Look through the entries that follow and return each line that has the string "Straße".
(DATASET EXTRACT Opens)
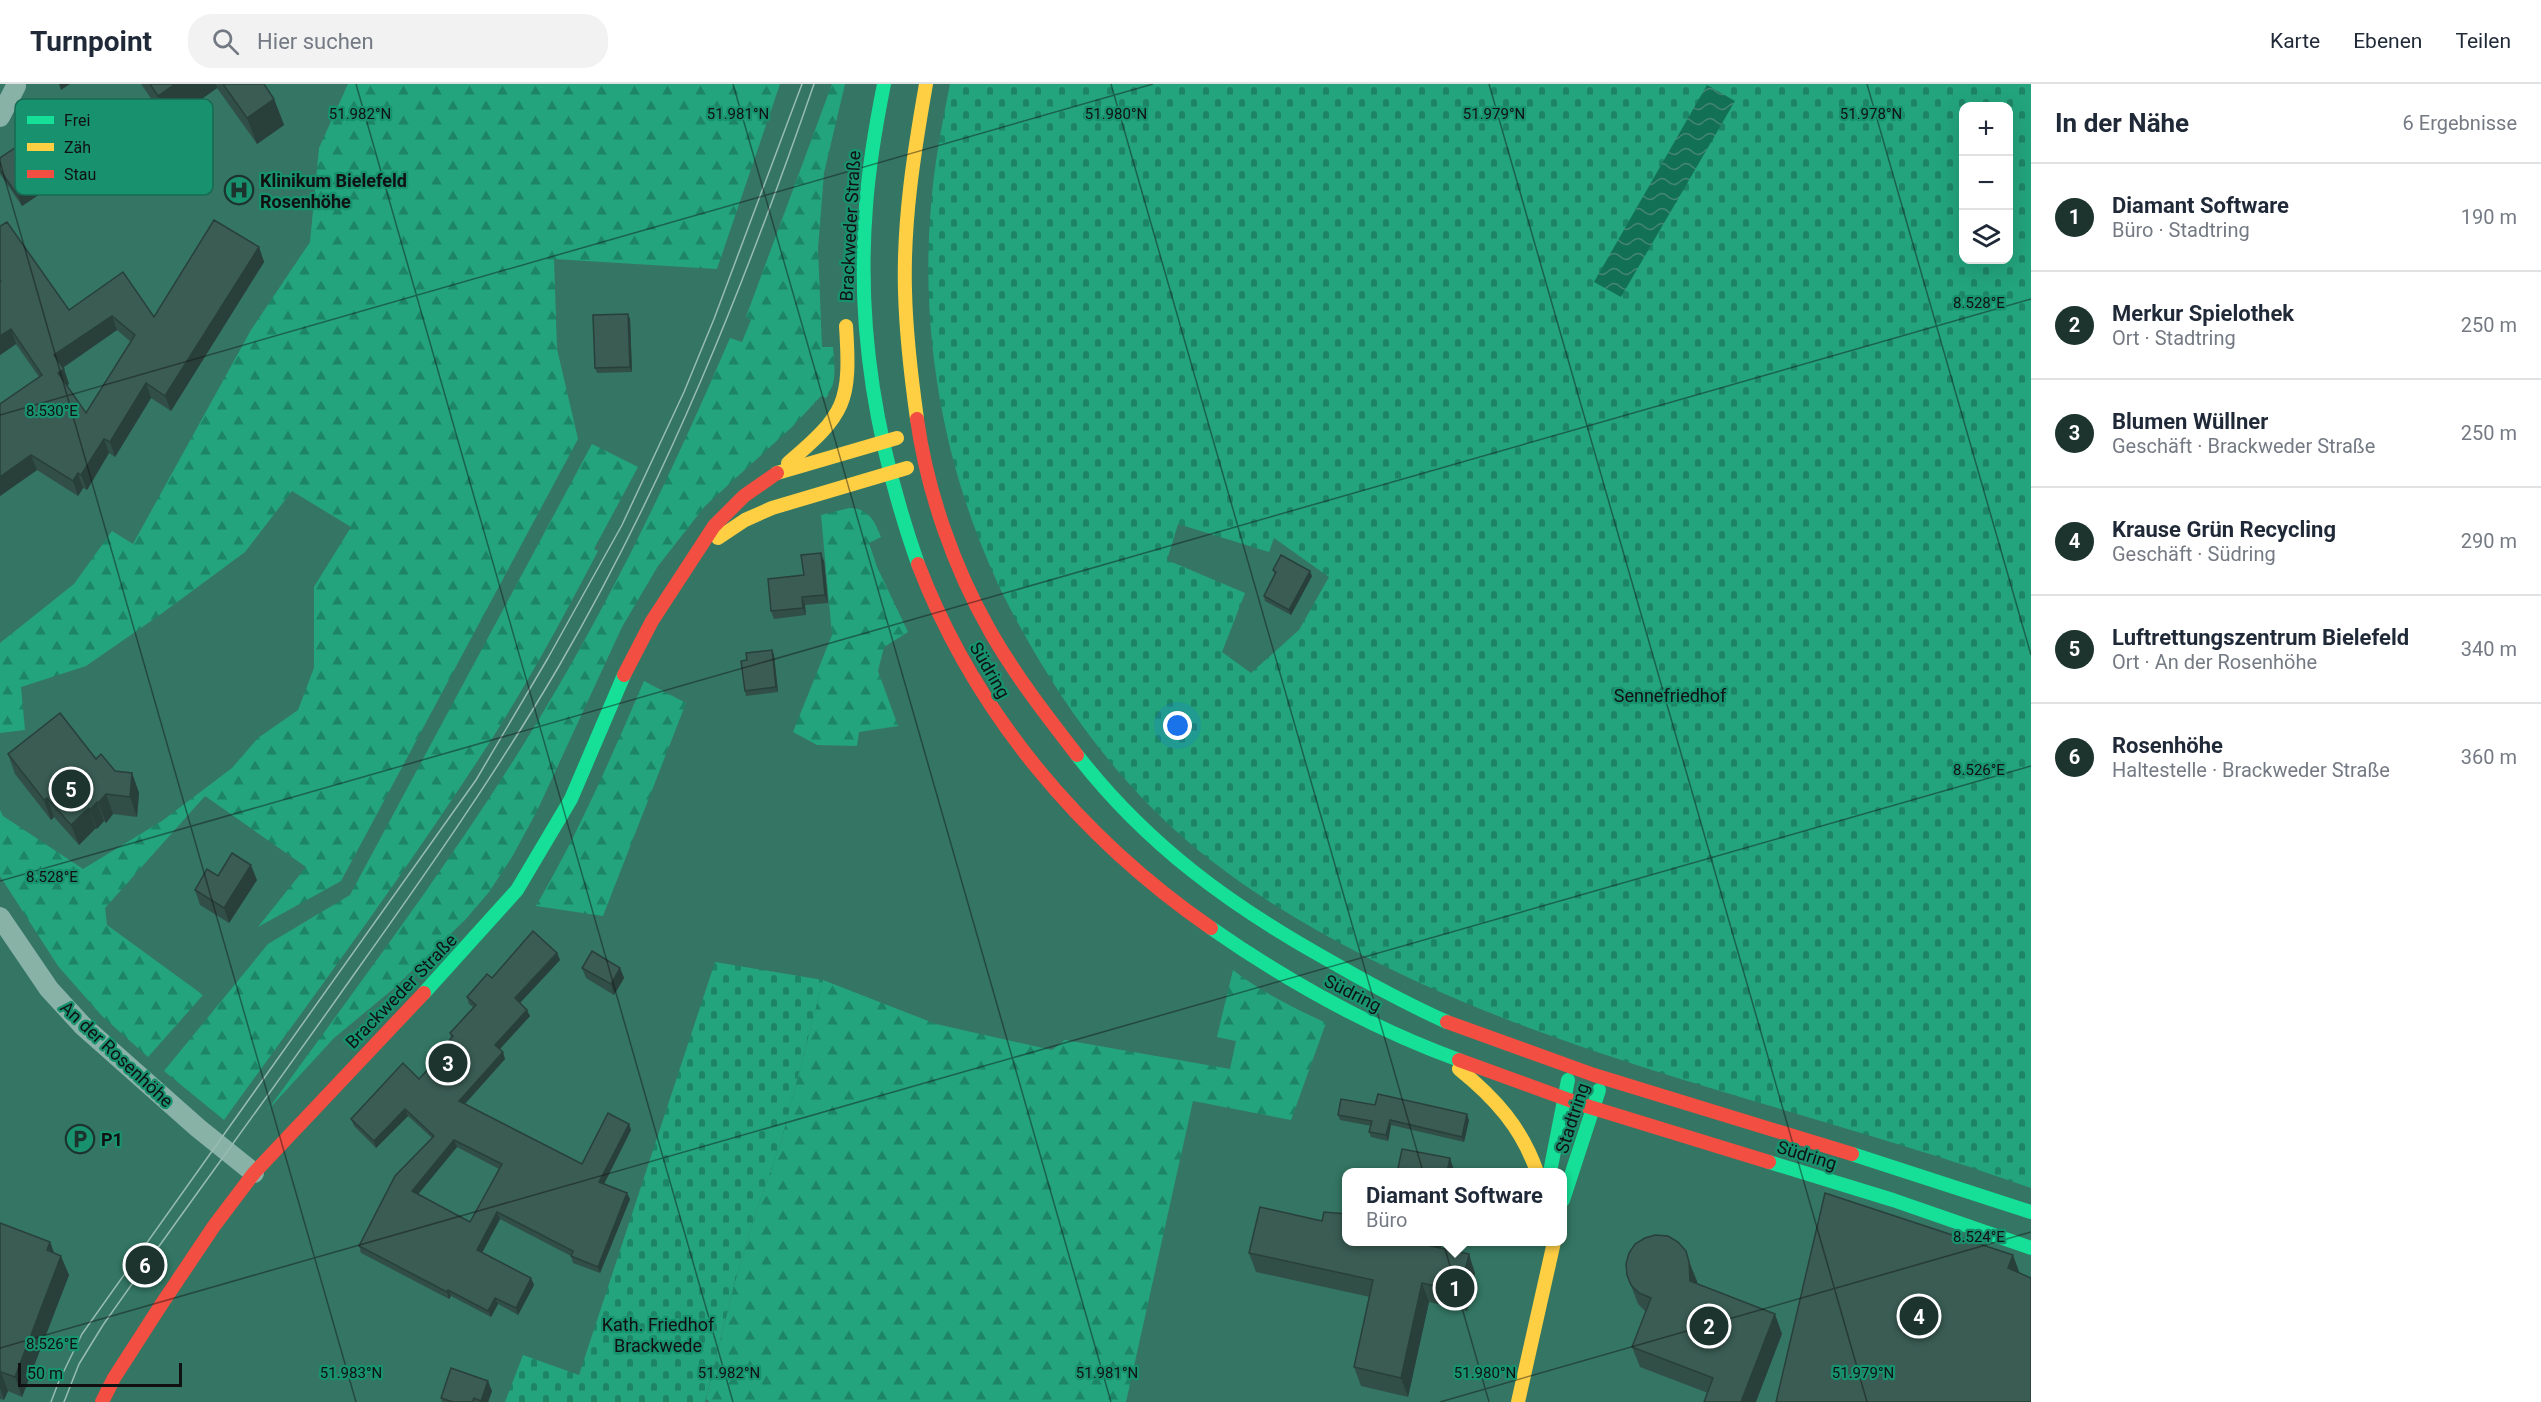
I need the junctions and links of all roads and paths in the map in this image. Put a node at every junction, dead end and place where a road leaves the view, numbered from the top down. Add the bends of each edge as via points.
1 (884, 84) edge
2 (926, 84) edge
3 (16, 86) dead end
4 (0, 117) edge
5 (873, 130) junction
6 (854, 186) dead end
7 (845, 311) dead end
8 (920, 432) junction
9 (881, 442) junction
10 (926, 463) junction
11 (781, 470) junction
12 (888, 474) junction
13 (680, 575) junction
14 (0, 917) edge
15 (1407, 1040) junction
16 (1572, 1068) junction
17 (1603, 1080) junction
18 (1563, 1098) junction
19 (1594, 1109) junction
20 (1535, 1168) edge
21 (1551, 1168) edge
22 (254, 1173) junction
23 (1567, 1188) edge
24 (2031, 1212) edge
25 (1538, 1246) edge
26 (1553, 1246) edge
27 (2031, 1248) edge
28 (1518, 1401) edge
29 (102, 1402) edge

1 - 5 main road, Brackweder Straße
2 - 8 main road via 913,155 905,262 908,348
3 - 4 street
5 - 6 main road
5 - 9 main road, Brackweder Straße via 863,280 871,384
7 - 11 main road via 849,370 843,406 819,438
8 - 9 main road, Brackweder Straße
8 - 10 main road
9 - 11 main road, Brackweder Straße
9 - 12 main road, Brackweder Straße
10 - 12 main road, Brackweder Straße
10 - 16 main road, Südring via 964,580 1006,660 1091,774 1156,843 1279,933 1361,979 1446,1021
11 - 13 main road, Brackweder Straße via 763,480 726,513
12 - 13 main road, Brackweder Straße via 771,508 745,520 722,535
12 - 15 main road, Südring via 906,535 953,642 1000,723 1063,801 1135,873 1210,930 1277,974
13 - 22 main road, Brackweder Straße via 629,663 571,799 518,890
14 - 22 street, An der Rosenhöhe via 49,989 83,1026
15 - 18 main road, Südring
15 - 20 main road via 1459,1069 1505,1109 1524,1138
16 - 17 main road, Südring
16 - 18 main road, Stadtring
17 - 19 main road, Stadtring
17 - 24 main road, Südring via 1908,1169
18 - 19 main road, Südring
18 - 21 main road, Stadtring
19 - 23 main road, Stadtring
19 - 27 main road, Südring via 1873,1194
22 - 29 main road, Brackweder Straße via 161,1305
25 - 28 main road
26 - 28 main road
(DATASET EXTRACT Closes)
ANSWER TO THIS EXERCISE:
1 - 5 main road, Brackweder Straße
5 - 9 main road, Brackweder Straße via 863,280 871,384
8 - 9 main road, Brackweder Straße
9 - 11 main road, Brackweder Straße
9 - 12 main road, Brackweder Straße
10 - 12 main road, Brackweder Straße
11 - 13 main road, Brackweder Straße via 763,480 726,513
12 - 13 main road, Brackweder Straße via 771,508 745,520 722,535
13 - 22 main road, Brackweder Straße via 629,663 571,799 518,890
22 - 29 main road, Brackweder Straße via 161,1305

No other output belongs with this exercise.